<<<<

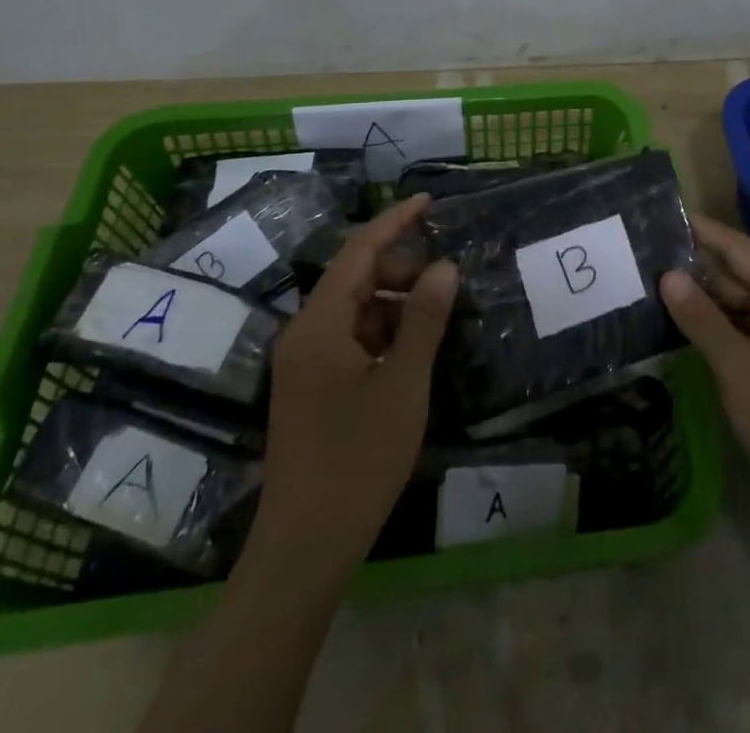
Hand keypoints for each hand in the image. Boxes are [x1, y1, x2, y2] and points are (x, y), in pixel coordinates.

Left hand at [253, 194, 458, 581]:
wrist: (303, 548)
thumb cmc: (357, 459)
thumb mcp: (403, 383)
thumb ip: (424, 319)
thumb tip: (445, 266)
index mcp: (320, 324)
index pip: (359, 251)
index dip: (394, 221)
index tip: (428, 201)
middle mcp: (304, 334)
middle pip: (355, 278)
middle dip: (401, 268)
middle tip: (447, 278)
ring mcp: (304, 364)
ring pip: (354, 310)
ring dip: (394, 303)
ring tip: (436, 315)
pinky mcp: (310, 389)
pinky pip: (349, 339)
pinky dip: (382, 332)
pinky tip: (412, 351)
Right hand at [662, 214, 749, 522]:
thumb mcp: (739, 367)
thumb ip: (702, 319)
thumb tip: (667, 274)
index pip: (737, 248)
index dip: (701, 230)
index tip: (660, 216)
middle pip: (733, 276)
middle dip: (691, 267)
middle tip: (638, 258)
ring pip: (733, 308)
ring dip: (697, 301)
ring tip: (645, 289)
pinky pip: (736, 335)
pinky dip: (708, 330)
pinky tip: (674, 331)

>>>>

Assignment: Your answer should hold the line with "middle tip: (638, 258)" and each line after it to the end of the data, retyped exactly. Include no other lines.

Output for this task:
middle tip: (638, 258)
ring pip: (733, 308)
ring dip: (697, 301)
ring tip: (645, 289)
pinky pip: (736, 335)
pinky dip: (708, 330)
pinky tip: (674, 331)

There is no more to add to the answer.